Airport Extreme & the Dell 3300 Wireless Print Server
A while back I bought a new Dell Laserprinter and the Dell 3300 Wireless Print Server. I configured it flawlessly to talk to my Linksys WRT54G with WAP enabled, and life was good. My wife’s been using it nonstop, we mainly got it for the speed since she’s one of those people that likes to print out all her course-work.
Time passed, and I pretty much forgot about it. It was a great piece of technology in that it’s use became seamless and I never had to touch it. More time passed and I bought an Apple Airport Extreme to replace my WRT54G, and again it was great. I made a complete switchout (kept the same WAP Keys, SSID and everything) and I didn’t have to touch a single piece of hardware.
Then Laura’s laptop, a Dell Inspiron, started to suffer from the dreaded Windows Bloat. After 2 years of her using it, it was starting to become slow and sluggish, and prone to simple lock-ups. An FFR was in-order. Dug out the install disks, rebuilt the system, and all was good and pristene again. Then I remembered I needed to setup the printer. This began my problems.
I spent the next hour trying to get it working without using any special install software. I couldn’t browse to the printer across the network, and manually entering the IP address didn’t seem to help either. I could pull up the webpage in Explorer just fine, but no more than that. Well, what’s the first thing you do when you have a technical problem? Reboot the affected devices.
I rebooted the Dell 3300, for the first time since I bought it, and it refused to reconnect to the network. I spent the next several hours power-cycling it, connecting it to my PC to try and reconfigure it, trying various other ritual incantations, but it would never see the Airport Extreme.
Well, I won’t bore you with all the details I took to find this solution, but I did finally find out.
The Solution:
- From my Mac (although I suppose the same is possible from a PC with the Airport configuration tool), I pulled up the Configuration for the Airport.
- I held down Ctrl while viewing the options for Network Speeds (Typically 802.11N 2.4Ghz, 802.11N 5Ghz, and 802.11B/G/N compatible).
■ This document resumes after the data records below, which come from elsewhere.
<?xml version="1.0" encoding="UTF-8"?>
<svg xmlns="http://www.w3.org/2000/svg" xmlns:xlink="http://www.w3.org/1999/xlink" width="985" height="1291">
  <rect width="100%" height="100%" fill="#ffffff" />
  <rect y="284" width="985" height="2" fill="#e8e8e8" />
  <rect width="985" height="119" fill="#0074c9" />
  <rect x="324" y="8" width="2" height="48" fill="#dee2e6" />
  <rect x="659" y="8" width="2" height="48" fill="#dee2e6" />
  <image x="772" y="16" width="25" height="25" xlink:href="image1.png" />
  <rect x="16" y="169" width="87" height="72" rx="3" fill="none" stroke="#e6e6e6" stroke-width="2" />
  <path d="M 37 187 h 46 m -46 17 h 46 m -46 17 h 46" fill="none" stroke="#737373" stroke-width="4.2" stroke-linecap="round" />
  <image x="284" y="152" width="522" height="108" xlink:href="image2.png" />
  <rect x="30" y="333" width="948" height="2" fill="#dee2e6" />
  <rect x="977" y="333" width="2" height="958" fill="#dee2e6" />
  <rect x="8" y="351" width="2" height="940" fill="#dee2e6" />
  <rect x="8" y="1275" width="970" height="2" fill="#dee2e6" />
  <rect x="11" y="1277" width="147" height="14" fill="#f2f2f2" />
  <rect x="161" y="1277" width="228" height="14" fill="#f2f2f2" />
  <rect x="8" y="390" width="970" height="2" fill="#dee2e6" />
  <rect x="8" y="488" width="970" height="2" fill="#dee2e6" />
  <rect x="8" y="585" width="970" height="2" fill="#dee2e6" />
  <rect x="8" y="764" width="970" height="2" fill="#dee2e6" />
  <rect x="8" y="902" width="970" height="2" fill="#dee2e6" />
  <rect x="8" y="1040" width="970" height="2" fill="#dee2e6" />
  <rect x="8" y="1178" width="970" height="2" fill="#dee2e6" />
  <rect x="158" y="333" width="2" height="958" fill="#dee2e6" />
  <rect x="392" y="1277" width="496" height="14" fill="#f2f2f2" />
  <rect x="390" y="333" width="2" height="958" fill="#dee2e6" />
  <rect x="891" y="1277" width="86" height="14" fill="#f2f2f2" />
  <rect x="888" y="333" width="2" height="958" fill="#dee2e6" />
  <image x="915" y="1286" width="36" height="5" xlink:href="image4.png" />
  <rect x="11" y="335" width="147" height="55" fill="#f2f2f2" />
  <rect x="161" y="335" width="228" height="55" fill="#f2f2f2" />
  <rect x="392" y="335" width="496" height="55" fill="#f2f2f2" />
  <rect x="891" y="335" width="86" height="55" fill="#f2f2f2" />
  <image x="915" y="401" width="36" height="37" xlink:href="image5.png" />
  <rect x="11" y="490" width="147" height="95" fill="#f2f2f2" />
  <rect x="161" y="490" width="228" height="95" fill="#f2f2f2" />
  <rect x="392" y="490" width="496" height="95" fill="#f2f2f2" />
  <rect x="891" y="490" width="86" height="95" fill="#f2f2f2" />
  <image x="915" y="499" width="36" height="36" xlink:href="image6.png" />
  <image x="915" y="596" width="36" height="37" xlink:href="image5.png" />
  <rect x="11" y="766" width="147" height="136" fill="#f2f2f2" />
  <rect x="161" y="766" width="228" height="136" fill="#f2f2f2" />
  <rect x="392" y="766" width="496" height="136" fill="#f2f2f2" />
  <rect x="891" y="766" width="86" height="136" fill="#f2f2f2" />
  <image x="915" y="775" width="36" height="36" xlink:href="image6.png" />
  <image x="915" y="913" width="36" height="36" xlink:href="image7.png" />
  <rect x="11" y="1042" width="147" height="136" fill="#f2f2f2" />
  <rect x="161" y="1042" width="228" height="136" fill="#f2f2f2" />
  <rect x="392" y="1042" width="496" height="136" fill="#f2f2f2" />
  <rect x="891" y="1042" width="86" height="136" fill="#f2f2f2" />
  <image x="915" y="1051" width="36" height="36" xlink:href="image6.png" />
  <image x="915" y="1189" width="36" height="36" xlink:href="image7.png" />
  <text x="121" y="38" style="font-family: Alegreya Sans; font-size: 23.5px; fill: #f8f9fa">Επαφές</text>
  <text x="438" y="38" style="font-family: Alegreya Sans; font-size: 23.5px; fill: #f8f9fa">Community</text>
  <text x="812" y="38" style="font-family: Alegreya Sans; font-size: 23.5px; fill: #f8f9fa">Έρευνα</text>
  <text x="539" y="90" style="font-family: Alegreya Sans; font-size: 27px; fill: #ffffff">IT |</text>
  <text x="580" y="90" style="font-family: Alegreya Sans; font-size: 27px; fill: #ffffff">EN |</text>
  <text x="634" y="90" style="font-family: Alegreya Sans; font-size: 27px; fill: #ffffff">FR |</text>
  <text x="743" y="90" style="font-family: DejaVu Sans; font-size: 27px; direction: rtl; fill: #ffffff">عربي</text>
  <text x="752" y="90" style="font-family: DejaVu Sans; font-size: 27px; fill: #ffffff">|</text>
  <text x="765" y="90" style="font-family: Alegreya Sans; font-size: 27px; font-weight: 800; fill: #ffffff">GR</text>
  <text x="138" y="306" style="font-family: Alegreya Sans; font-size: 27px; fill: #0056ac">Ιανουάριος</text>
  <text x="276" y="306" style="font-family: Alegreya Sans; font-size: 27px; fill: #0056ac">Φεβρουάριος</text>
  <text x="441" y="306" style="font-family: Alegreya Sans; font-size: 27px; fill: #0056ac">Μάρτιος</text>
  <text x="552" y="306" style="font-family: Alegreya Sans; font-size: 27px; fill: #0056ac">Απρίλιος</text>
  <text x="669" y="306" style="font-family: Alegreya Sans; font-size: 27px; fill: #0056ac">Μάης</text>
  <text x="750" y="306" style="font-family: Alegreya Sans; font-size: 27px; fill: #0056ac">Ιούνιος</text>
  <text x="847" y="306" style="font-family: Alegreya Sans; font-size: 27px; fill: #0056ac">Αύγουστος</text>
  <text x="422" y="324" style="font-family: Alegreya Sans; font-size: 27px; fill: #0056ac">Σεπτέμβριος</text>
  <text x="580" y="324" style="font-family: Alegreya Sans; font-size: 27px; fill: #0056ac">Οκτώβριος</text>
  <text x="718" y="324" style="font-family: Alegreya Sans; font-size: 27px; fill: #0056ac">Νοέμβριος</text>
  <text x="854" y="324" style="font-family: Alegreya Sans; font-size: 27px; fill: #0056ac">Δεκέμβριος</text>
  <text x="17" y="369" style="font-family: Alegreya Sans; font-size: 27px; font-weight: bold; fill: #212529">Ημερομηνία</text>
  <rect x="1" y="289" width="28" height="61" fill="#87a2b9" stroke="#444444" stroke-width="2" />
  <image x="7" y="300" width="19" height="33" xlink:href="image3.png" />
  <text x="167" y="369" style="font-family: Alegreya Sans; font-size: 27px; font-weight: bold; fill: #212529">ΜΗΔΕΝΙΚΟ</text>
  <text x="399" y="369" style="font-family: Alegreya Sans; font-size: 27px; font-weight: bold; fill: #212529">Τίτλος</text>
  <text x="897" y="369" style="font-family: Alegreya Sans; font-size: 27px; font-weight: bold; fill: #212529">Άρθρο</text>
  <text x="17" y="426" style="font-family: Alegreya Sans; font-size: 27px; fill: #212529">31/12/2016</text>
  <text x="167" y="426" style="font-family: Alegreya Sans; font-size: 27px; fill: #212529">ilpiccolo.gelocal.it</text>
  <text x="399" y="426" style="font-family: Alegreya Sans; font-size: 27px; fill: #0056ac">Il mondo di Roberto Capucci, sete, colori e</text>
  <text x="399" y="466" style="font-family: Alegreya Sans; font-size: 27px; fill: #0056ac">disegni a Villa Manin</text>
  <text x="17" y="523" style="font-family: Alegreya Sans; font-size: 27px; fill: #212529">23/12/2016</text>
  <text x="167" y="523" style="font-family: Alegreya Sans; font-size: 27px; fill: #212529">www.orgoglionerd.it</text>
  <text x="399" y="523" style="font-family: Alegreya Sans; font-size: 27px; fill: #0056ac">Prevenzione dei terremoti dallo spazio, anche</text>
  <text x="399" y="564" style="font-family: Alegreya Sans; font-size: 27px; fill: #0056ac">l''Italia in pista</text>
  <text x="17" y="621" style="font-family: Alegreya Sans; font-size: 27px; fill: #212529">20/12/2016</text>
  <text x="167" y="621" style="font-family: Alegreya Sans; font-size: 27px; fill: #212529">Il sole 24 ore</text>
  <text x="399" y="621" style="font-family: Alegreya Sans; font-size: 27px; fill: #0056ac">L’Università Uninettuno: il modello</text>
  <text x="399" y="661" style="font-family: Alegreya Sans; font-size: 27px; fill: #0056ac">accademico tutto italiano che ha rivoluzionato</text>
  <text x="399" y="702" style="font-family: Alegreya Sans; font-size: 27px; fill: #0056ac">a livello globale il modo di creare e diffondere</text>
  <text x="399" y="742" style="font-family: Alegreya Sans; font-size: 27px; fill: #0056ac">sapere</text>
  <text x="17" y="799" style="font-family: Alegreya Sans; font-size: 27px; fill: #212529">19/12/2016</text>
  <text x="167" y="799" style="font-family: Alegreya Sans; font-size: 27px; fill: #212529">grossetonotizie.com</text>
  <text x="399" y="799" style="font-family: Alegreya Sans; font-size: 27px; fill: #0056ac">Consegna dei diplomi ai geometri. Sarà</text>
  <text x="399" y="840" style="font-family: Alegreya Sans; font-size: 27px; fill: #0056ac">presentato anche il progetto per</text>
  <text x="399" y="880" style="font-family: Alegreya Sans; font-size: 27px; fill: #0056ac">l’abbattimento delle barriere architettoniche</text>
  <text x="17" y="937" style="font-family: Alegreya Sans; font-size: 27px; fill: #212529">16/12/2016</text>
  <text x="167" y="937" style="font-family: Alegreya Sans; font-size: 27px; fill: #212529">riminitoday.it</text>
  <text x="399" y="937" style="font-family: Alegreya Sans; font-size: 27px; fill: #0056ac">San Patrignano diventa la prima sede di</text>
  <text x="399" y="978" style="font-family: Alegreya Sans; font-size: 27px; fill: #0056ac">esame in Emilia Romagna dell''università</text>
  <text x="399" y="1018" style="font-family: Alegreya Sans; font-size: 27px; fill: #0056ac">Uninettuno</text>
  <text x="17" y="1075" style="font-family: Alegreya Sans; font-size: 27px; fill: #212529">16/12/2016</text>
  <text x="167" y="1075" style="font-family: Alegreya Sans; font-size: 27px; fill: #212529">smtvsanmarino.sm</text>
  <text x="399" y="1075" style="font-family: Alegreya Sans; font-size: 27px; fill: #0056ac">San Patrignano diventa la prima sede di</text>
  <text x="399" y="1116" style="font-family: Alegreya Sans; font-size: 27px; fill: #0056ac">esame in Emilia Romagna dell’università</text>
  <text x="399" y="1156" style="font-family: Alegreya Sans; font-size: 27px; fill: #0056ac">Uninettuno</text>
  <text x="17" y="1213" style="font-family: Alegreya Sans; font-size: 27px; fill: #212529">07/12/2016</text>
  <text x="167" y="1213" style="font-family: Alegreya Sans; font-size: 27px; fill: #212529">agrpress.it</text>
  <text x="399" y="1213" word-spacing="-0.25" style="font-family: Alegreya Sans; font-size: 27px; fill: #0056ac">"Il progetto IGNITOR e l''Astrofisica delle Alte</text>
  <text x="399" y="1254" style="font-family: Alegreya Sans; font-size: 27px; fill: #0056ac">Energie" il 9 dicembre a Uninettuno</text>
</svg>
This added a new option “802.11 B/G Only”.
- With that option selected, I went down to the Security dropdown and held control again which typically reads “None”, “WEP”, “WPA/WPA2″..
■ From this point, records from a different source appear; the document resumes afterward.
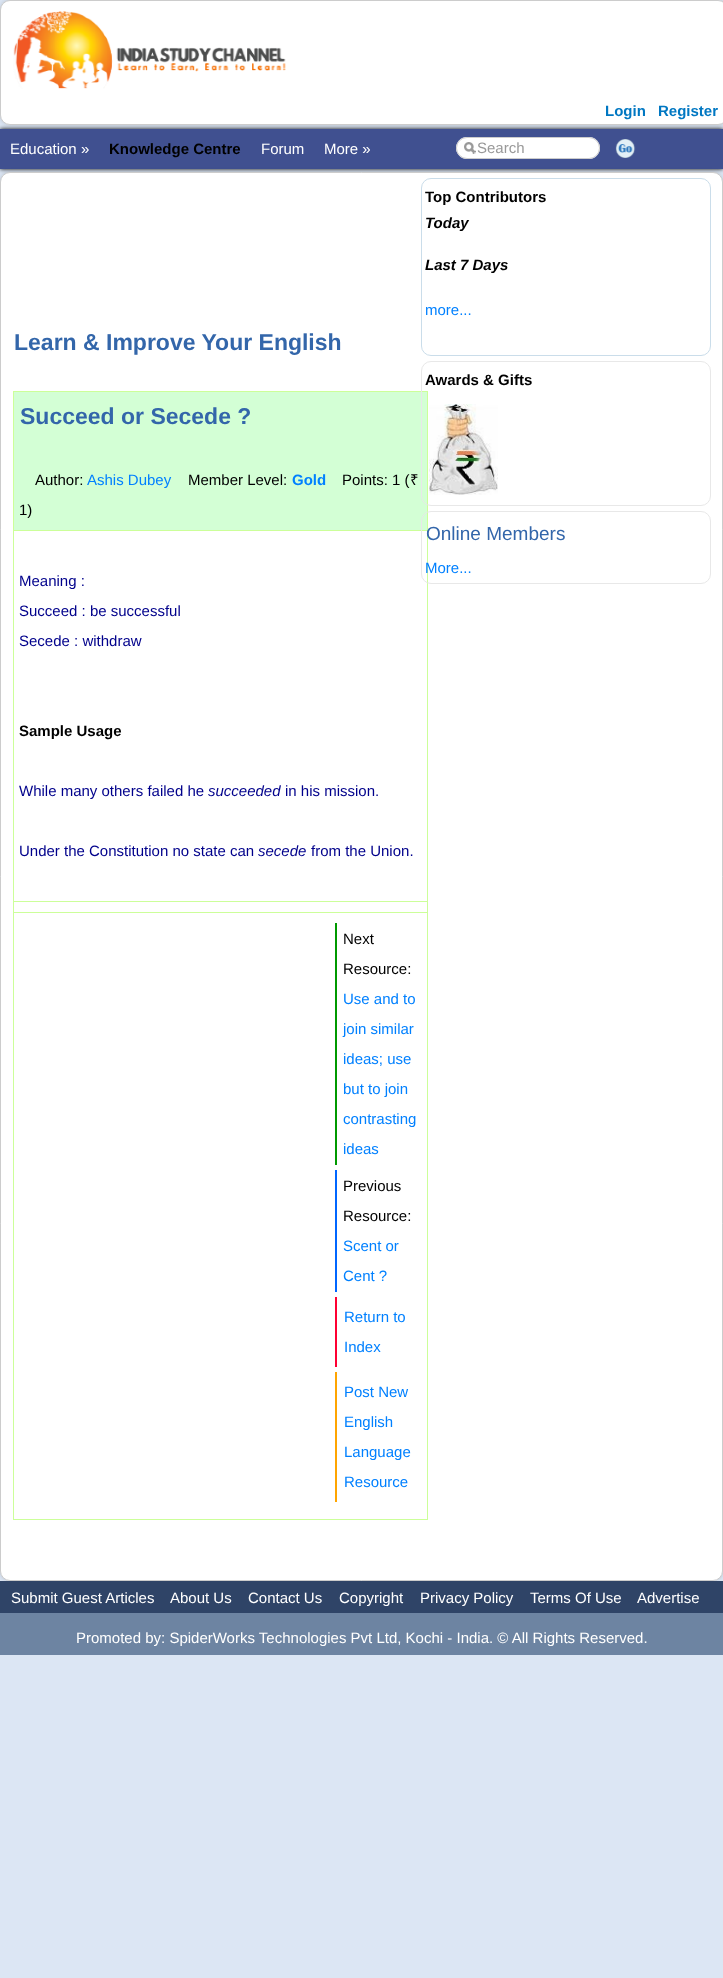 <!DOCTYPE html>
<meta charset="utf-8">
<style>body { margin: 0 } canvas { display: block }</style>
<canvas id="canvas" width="723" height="1978"></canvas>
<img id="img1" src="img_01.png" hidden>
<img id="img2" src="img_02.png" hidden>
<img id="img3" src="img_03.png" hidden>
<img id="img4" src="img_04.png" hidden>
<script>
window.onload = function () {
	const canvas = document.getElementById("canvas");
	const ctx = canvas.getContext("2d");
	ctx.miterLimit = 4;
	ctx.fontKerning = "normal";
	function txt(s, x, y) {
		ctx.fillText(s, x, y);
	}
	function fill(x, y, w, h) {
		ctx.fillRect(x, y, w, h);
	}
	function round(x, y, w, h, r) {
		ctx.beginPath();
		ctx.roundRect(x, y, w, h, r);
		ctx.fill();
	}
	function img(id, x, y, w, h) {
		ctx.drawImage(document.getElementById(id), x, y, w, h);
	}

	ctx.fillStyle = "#DCE6F4";
	fill(0, 0, 723, 1978);
	ctx.fillStyle = "#000000";
	ctx.filter = "blur(2px)";
	ctx.beginPath();
	ctx.rect(0, 129, 723, 40);
	ctx.fill();
	ctx.filter = "none";
	ctx.fillStyle = "#405090";
	fill(0, 129, 723, 40);
	ctx.fillStyle = "rgba(50, 50, 50, 0.18)";
	ctx.filter = "blur(2px)";
	ctx.beginPath();
	ctx.roundRect(0, 0, 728, 125, 10);
	ctx.fill();
	ctx.filter = "none";
	ctx.fillStyle = "#FFFFFF";
	ctx.beginPath();
	ctx.roundRect(0.5, 0.5, 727, 124, 9.5);
	ctx.fill();
	ctx.strokeStyle = "#CCCCCC";
	ctx.stroke();
	img("img1", 13, 11, 273, 78);
	round(456, 137, 144, 22, 11);
	img("img2", 464, 142, 12, 12);
	ctx.beginPath();
	ctx.roundRect(456.5, 137.5, 143, 21, 10.5);
	ctx.stroke();
	img("img3", 615, 139, 21, 19);
	ctx.fillStyle = "rgba(50, 50, 50, 0.18)";
	ctx.filter = "blur(2px)";
	ctx.beginPath();
	ctx.roundRect(0, 172, 723, 1409, 10);
	ctx.fill();
	ctx.filter = "none";
	ctx.fillStyle = "#FFFFFF";
	ctx.beginPath();
	ctx.roundRect(0.5, 172.5, 722, 1408, 9.5);
	ctx.fill();
	ctx.stroke();
	ctx.fillStyle = "#CCFF99";
	fill(13, 391, 415, 1129);
	ctx.fillStyle = "#D3FFD5";
	fill(14, 392, 413, 138);
	ctx.fillStyle = "#FFFFFF";
	fill(14, 531, 413, 370);
	fill(14, 902, 413, 10);
	fill(14, 913, 413, 606);
	ctx.fillStyle = "#009900";
	fill(335, 923, 2, 242);
	ctx.fillStyle = "#0066FF";
	fill(335, 1170, 2, 122);
	ctx.fillStyle = "#FF0033";
	fill(335, 1297, 2, 70);
	ctx.fillStyle = "#FFA500";
	fill(335, 1372, 2, 130);
	ctx.beginPath();
	ctx.roundRect(421.5, 178.5, 289, 177, 9.5);
	ctx.strokeStyle = "#CADDEA";
	ctx.stroke();
	ctx.beginPath();
	ctx.roundRect(421.5, 361.5, 289, 144, 9.5);
	ctx.strokeStyle = "#E8E8E8";
	ctx.stroke();
	img("img4", 429, 404, 69, 91);
	ctx.beginPath();
	ctx.roundRect(421.5, 511.5, 289, 72, 9.5);
	ctx.stroke();
	ctx.fillStyle = "#2F4467";
	fill(0, 1581, 723, 32);
	ctx.fillStyle = "#6D84A2";
	fill(0, 1613, 723, 42);
	ctx.font = "bold 15px Liberation Sans";
	ctx.fillStyle = "#0077C2";
	txt("Login", 605, 116);
	txt("Register", 658, 116);
	ctx.font = "15px Liberation Sans";
	ctx.fillStyle = "#FFFFFF";
	txt("Education »", 10, 154);
	ctx.font = "bold 15px Liberation Sans";
	ctx.fillStyle = "#000000";
	txt("Knowledge Centre", 109, 154);
	ctx.font = "15px Liberation Sans";
	ctx.fillStyle = "#FFFFFF";
	txt("Forum", 261, 154);
	txt("More »", 324, 154);
	ctx.fillStyle = "#999999";
	txt("Search", 477, 153);
	ctx.font = "bold 23px Liberation Sans";
	ctx.fillStyle = "#3366AA";
	txt("Learn & Improve Your English", 14, 350);
	txt("Succeed or Secede ?", 20, 424);
	ctx.font = "15px Liberation Sans";
	ctx.fillStyle = "#000000";
	txt("Author:", 35, 485);
	ctx.fillStyle = "#0080FF";
	txt("Ashis Dubey", 87, 485);
	ctx.fillStyle = "#000000";
	txt("Member Level:", 188, 485);
	ctx.font = "bold 15px Liberation Sans";
	ctx.fillStyle = "#0080FF";
	txt("Gold", 292, 485);
	ctx.font = "15px Liberation Sans";
	ctx.fillStyle = "#000000";
	txt("Points: 1 (", 342, 485);
	ctx.font = "15px Noto Sans";
	txt("₹", 410, 485);
	ctx.font = "15px Liberation Sans";
	txt("1)", 19, 515);
	ctx.fillStyle = "#00008B";
	txt("Meaning :", 19, 586);
	txt("Succeed : be successful", 19, 616);
	txt("Secede : withdraw", 19, 646);
	ctx.font = "bold 15px Liberation Sans";
	ctx.fillStyle = "#000000";
	txt("Sample Usage", 19, 736);
	ctx.font = "15px Liberation Sans";
	ctx.fillStyle = "#00008B";
	txt("While many others failed he", 19, 796);
	ctx.font = "italic 15px Liberation Sans";
	txt("succeeded", 208, 796);
	ctx.font = "15px Liberation Sans";
	txt("in his mission.", 285, 796);
	txt("Under the Constitution no state can", 19, 856);
	ctx.font = "italic 15px Liberation Sans";
	txt("secede", 258, 856);
	ctx.font = "15px Liberation Sans";
	txt("from the Union.", 311, 856);
	ctx.fillStyle = "#000000";
	txt("Next", 343, 944);
	txt("Resource:", 343, 974);
	ctx.fillStyle = "#0080FF";
	txt("Use and to", 343, 1004);
	txt("join similar", 343, 1034);
	txt("ideas; use", 343, 1064);
	txt("but to join", 343, 1094);
	txt("contrasting", 343, 1124);
	txt("ideas", 343, 1154);
	ctx.fillStyle = "#000000";
	txt("Previous", 343, 1191);
	txt("Resource:", 343, 1221);
	ctx.fillStyle = "#0080FF";
	txt("Scent or", 343, 1251);
	txt("Cent ?", 343, 1281);
	txt("Return to", 344, 1322);
	txt("Index", 344, 1352);
	txt("Post New", 344, 1397);
	txt("English", 344, 1427);
	txt("Language", 344, 1457);
	txt("Resource", 344, 1487);
	ctx.font = "bold 15px Liberation Sans";
	ctx.fillStyle = "#000000";
	txt("Top Contributors", 425, 202);
	ctx.font = "italic bold 15px Liberation Sans";
	txt("Today", 425, 228);
	txt("Last 7 Days", 425, 270);
	ctx.font = "15px Liberation Sans";
	ctx.fillStyle = "#0080FF";
	txt("more...", 425, 315);
	ctx.font = "bold 15px Liberation Sans";
	ctx.fillStyle = "#000000";
	txt("Awards & Gifts", 425, 385);
	ctx.font = "19px Liberation Sans";
	ctx.fillStyle = "#3366AA";
	txt("Online Members", 426, 540);
	ctx.font = "15px Liberation Sans";
	ctx.fillStyle = "#0080FF";
	txt("More...", 425, 573);
	ctx.fillStyle = "#FFFFFF";
	txt("Submit Guest Articles", 11, 1603);
	txt("About Us", 170, 1603);
	txt("Contact Us", 248, 1603);
	txt("Copyright", 339, 1603);
	txt("Privacy Policy", 420, 1603);
	txt("Terms Of Use", 530, 1603);
	txt("Advertise", 637, 1603);
	txt("Promoted by: SpiderWorks Technologies Pvt Ltd, Kochi - India. © All Rights Reserved.", 76, 1643);
};
</script>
- There was a new option available “WPA” only, I selected that.
- Reboot the Airport Extreme.
And viola, it works.
Why?
Why does this fix it? I’m not entirely sure. I think that the Dell 3300 gets confused with the Airport’s combination of WPA & WPA2 into a single protocol, and can never authenticate. If I switched to WEP or disabled security entirely, it worked. And sadly, the only way to get the WPA-only option is by disabling N support.
It’s not a “perfect” solution, but it works. In the near future i’ll probably put my WRT54G back online next to the Airport. Then the printer will be able to authenticate to the WRT54G (and my Wife’s Laptop as well, she’s only B/G), but I can run my Macbook on the super-spiffy 802.11N 5Ghz.